The doctor convinces him that there are laser treatments to get his eyesight back. She says that he has to undergo an operation but he has to wait until the head wound heals, and also that the surgeon will have to come from London. She tells him to rest and asks Vasanth's friend Saami to take care of him. Vasanth is then discharged from the hospital, but he tells the doctor not to tell anybody about his blindness before he leaves. Then one day, Narmada and her father suddenly come home with her father's friend Shankar. Narmadha's father says that he would not have accepted Vasanth had he been blind, and Vasanth and his friend realise that they cannot know that Vasanth is blind. Vasanth wants to tell Narmada that he is blind, but she gets angry when he mentions blindness. She tells him that she is glad he was only pretending to be blind, as living with a blind person would be extremely hard. Feeling down, Vasanth doesn't tell her about his accident.

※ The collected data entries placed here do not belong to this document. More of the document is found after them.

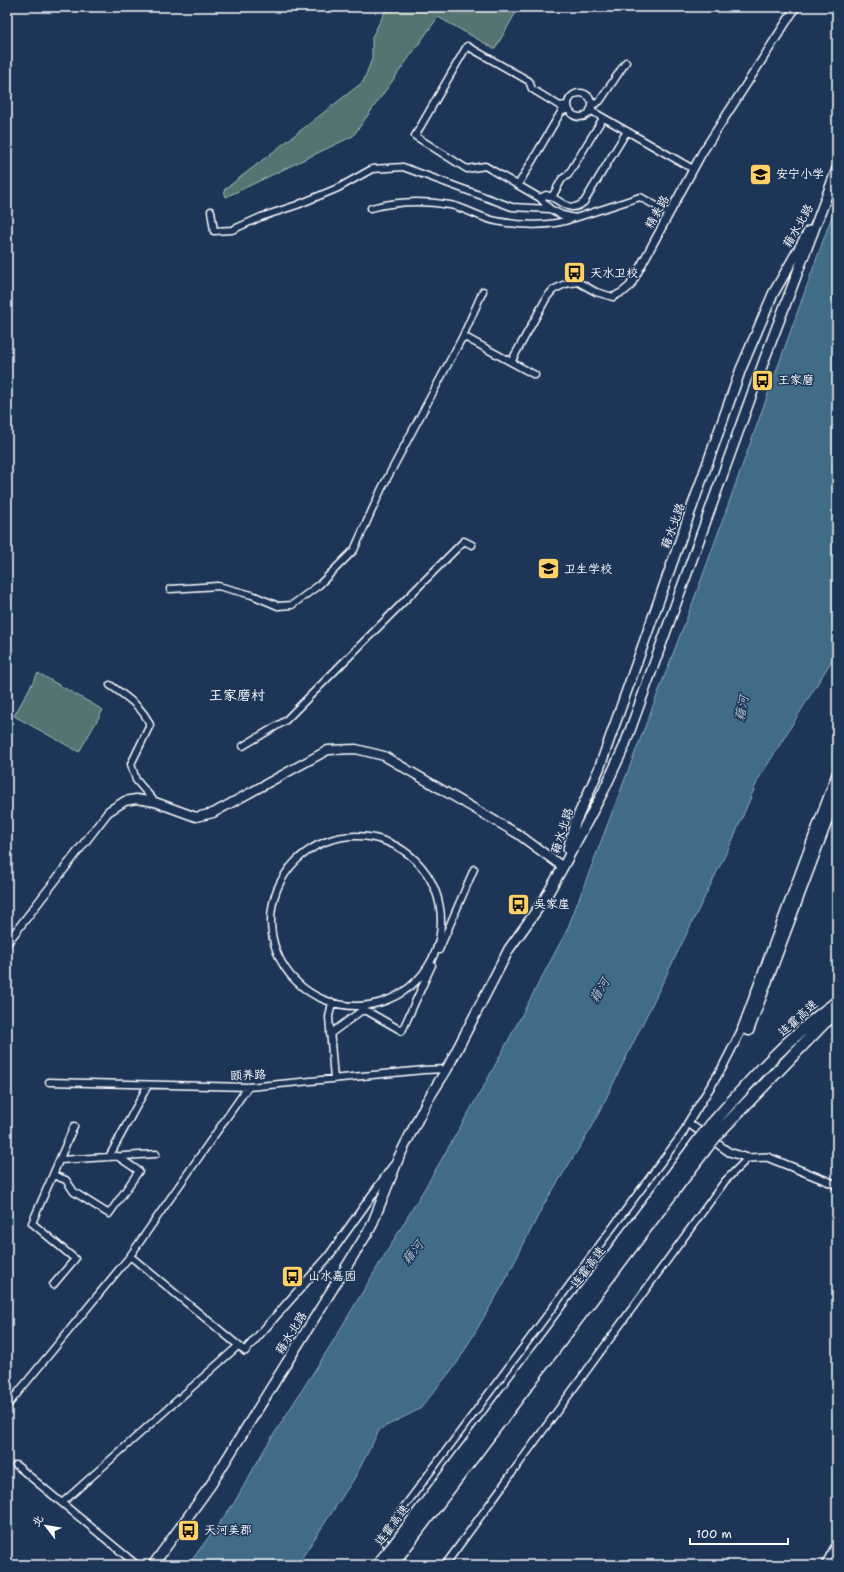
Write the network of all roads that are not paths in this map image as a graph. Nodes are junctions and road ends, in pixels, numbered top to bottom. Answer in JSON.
{"nodes":[{"id":1,"x":796,"y":7,"type":"edge"},
{"id":2,"x":626,"y":62,"type":"dead end"},
{"id":3,"x":567,"y":107,"type":"junction"},
{"id":4,"x":592,"y":107,"type":"junction"},
{"id":5,"x":604,"y":118,"type":"junction"},
{"id":6,"x":627,"y":131,"type":"junction"},
{"id":7,"x":693,"y":169,"type":"junction"},
{"id":8,"x":837,"y":169,"type":"edge"},
{"id":9,"x":518,"y":185,"type":"junction"},
{"id":10,"x":552,"y":197,"type":"junction"},
{"id":11,"x":540,"y":198,"type":"junction"},
{"id":12,"x":826,"y":202,"type":"junction"},
{"id":13,"x":371,"y":208,"type":"dead end"},
{"id":14,"x":550,"y":209,"type":"junction"},
{"id":15,"x":211,"y":211,"type":"dead end"},
{"id":16,"x":669,"y":213,"type":"junction"},
{"id":17,"x":576,"y":218,"type":"junction"},
{"id":18,"x":483,"y":291,"type":"dead end"},
{"id":19,"x":624,"y":291,"type":"joint"},
{"id":20,"x":463,"y":336,"type":"junction"},
{"id":21,"x":511,"y":362,"type":"junction"},
{"id":22,"x":535,"y":375,"type":"dead end"},
{"id":23,"x":472,"y":545,"type":"dead end"},
{"id":24,"x":170,"y":589,"type":"dead end"},
{"id":25,"x":110,"y":685,"type":"dead end"},
{"id":26,"x":243,"y":746,"type":"dead end"},
{"id":27,"x":837,"y":773,"type":"edge"},
{"id":28,"x":837,"y":796,"type":"edge"},
{"id":29,"x":155,"y":802,"type":"junction"},
{"id":30,"x":109,"y":812,"type":"joint"},
{"id":31,"x":563,"y":867,"type":"junction"},
{"id":32,"x":474,"y":869,"type":"dead end"},
{"id":33,"x":7,"y":943,"type":"edge"},
{"id":34,"x":332,"y":1002,"type":"junction"},
{"id":35,"x":837,"y":1002,"type":"edge"},
{"id":36,"x":837,"y":1013,"type":"edge"},
{"id":37,"x":819,"y":1021,"type":"junction"},
{"id":38,"x":742,"y":1029,"type":"junction"},
{"id":39,"x":330,"y":1034,"type":"junction"},
{"id":40,"x":447,"y":1069,"type":"junction"},
{"id":41,"x":334,"y":1079,"type":"junction"},
{"id":42,"x":49,"y":1082,"type":"dead end"},
{"id":43,"x":148,"y":1085,"type":"junction"},
{"id":44,"x":248,"y":1087,"type":"junction"},
{"id":45,"x":427,"y":1101,"type":"junction"},
{"id":46,"x":688,"y":1122,"type":"junction"},
{"id":47,"x":74,"y":1126,"type":"dead end"},
{"id":48,"x":156,"y":1154,"type":"dead end"},
{"id":49,"x":118,"y":1156,"type":"junction"},
{"id":50,"x":109,"y":1157,"type":"junction"},
{"id":51,"x":399,"y":1157,"type":"junction"},
{"id":52,"x":748,"y":1158,"type":"junction"},
{"id":53,"x":60,"y":1160,"type":"junction"},
{"id":54,"x":53,"y":1175,"type":"junction"},
{"id":55,"x":837,"y":1185,"type":"edge"},
{"id":56,"x":130,"y":1256,"type":"junction"},
{"id":57,"x":53,"y":1286,"type":"dead end"},
{"id":58,"x":238,"y":1346,"type":"junction"},
{"id":59,"x":245,"y":1351,"type":"joint"},
{"id":60,"x":7,"y":1406,"type":"edge"},
{"id":61,"x":16,"y":1465,"type":"dead end"},
{"id":62,"x":62,"y":1503,"type":"junction"},
{"id":63,"x":837,"y":1546,"type":"edge"},
{"id":64,"x":387,"y":1562,"type":"edge"},
{"id":65,"x":137,"y":1565,"type":"edge"},
{"id":66,"x":153,"y":1565,"type":"edge"},
{"id":67,"x":158,"y":1565,"type":"edge"},
{"id":68,"x":406,"y":1565,"type":"edge"},
{"id":69,"x":445,"y":1565,"type":"edge"},
{"id":70,"x":827,"y":1565,"type":"edge"}],
"edges":[{"from":1,"to":7,"type":"street","name":"精表路"},
{"from":2,"to":4,"type":"street"},
{"from":3,"to":4,"type":"street"},
{"from":3,"to":4,"type":"street"},
{"from":3,"to":9,"type":"street"},
{"from":3,"to":9,"type":"street"},
{"from":4,"to":5,"type":"street"},
{"from":5,"to":6,"type":"street"},
{"from":5,"to":10,"type":"street"},
{"from":6,"to":7,"type":"street"},
{"from":6,"to":10,"type":"street"},
{"from":7,"to":16,"type":"street","name":"精表路"},
{"from":8,"to":12,"type":"main road","name":"藉水北路"},
{"from":9,"to":11,"type":"street"},
{"from":10,"to":11,"type":"street"},
{"from":11,"to":14,"type":"street"},
{"from":12,"to":31,"type":"main road","name":"藉水北路"},
{"from":12,"to":31,"type":"main road","name":"藉水北路"},
{"from":13,"to":17,"type":"street"},
{"from":14,"to":15,"type":"street"},
{"from":14,"to":17,"type":"street"},
{"from":16,"to":17,"type":"street"},
{"from":16,"to":19,"type":"street","name":"精表路"},
{"from":18,"to":20,"type":"street"},
{"from":19,"to":21,"type":"street","name":"精表路"},
{"from":20,"to":21,"type":"street"},
{"from":20,"to":24,"type":"street"},
{"from":21,"to":22,"type":"street"},
{"from":23,"to":26,"type":"street"},
{"from":25,"to":29,"type":"street"},
{"from":27,"to":38,"type":"main road"},
{"from":28,"to":38,"type":"main road"},
{"from":29,"to":30,"type":"main road"},
{"from":29,"to":31,"type":"main road"},
{"from":30,"to":33,"type":"street"},
{"from":31,"to":40,"type":"main road","name":"藉水北路"},
{"from":32,"to":39,"type":"street"},
{"from":34,"to":34,"type":"street"},
{"from":34,"to":39,"type":"street"},
{"from":35,"to":37,"type":"highway","name":"连霍高速"},
{"from":36,"to":37,"type":"highway","name":"连霍高速"},
{"from":37,"to":64,"type":"highway","name":"连霍高速","bridge":true},
{"from":38,"to":46,"type":"street"},
{"from":39,"to":41,"type":"street"},
{"from":40,"to":41,"type":"street","name":"颐养路"},
{"from":40,"to":45,"type":"main road","name":"藉水北路"},
{"from":41,"to":44,"type":"street","name":"颐养路"},
{"from":42,"to":43,"type":"street","name":"颐养路"},
{"from":43,"to":44,"type":"street","name":"颐养路"},
{"from":43,"to":50,"type":"street"},
{"from":44,"to":56,"type":"street"},
{"from":45,"to":51,"type":"main road","name":"藉水北路"},
{"from":45,"to":67,"type":"main road","name":"藉水北路"},
{"from":46,"to":52,"type":"street"},
{"from":46,"to":68,"type":"street"},
{"from":47,"to":53,"type":"street"},
{"from":48,"to":49,"type":"street"},
{"from":49,"to":50,"type":"street"},
{"from":49,"to":54,"type":"street"},
{"from":50,"to":53,"type":"street"},
{"from":51,"to":59,"type":"street"},
{"from":51,"to":66,"type":"main road","name":"藉水北路"},
{"from":52,"to":55,"type":"street"},
{"from":52,"to":69,"type":"street"},
{"from":53,"to":54,"type":"street"},
{"from":54,"to":57,"type":"street"},
{"from":56,"to":58,"type":"street"},
{"from":56,"to":60,"type":"street"},
{"from":58,"to":59,"type":"street"},
{"from":58,"to":62,"type":"street"},
{"from":61,"to":62,"type":"street"},
{"from":62,"to":65,"type":"street"},
{"from":63,"to":70,"type":"highway"}]}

One day, while crossing a road, Vasanth asks a girl for help. Narmada sees this and misunderstands that he is cheating on her as it looks like the similar to their first meeting, when Vasanth pretended to be blind. Narmadha's father learns of this. He gets Saami arrested and decides to marry Narmada off to another boy on the same marriage date, but she asks for a break and says that she wants to go to London to study. Saami comes out bail and finds this. Also, the ophthalmologist who's coming from London for Vasanth's operation had his flight cancelled. So Vasanth, along with his doctor in Chennai, boards the flight to London – on which Narmada is also travelling. Another coincidence occurs when the air hostess is the same girl who had helped Vasanth cross the road earlier. She tries to warn the air-hostess, saying that he deceives girls by pretending to be blind. The air hostess, on the other hand, manages to tell Narmada the truth and she learns of Vasanth's blindness. They reconcile, and as the movie comes to an end, Vasanth has a successful operation and they happily return to India to get married.

==Soundtrack==
The score and soundtrack of Kanden are composed by noted evangelical composer, Vijay Ebenezer, who made his debut into film music with the project. The audio rights of Kanden were bought by Gautham Vasudev Menon after he received a copy following the recommendation of actress Sangeetha and producer Sebastian. Menon impressed, wanted to release the audio under his newly launched label, Photon Kathaas Music. Krish made his debut as a lyricist with this film writing two songs. The launch of Menon's banner and the film's album was held on 9 December 2010. The following a day, a promotional event was held at Odyssey in Chennai.

Track listing
| No. | Title | Lyrics | Singer(s) | Length |
|---|---|---|---|---|
| 1. | "Enge En Idhayam" | Thamarai | Dr. Burn, Krish, Prashanthini |  |
| 2. | "Oru Paaravai" | Krish | Krish, Gurupriya |  |
| 3. | "Narmada" | Krish | Haricharan, Suchitra |  |
| 4. | "Ninaivugal" | Ravindran | Devan Ekambaram |  |
| 5. | "Aa Hah" | Thamarai | Krish, Ujjayinee |  |
| 6. | "Yavarakum Thalaivan" | Vaali | Chinmayi, Senthildass Velayutham |  |
| 7. | "Cassanova" | Ravindran | Rahul Nambiar, Samcy, Sheeba |  |

==Reception==
A critic from The New Indian Express wrote, "A romantic comedy with it’s genuine fun moments, few and far between, Kandein is an average fare". Malathi Rangarajan of The Hindu wrote, "Shantanu and the ever-helpful screen pal of the hero, Santhanam, make Kandaen (U) a refreshing treat for the holiday season".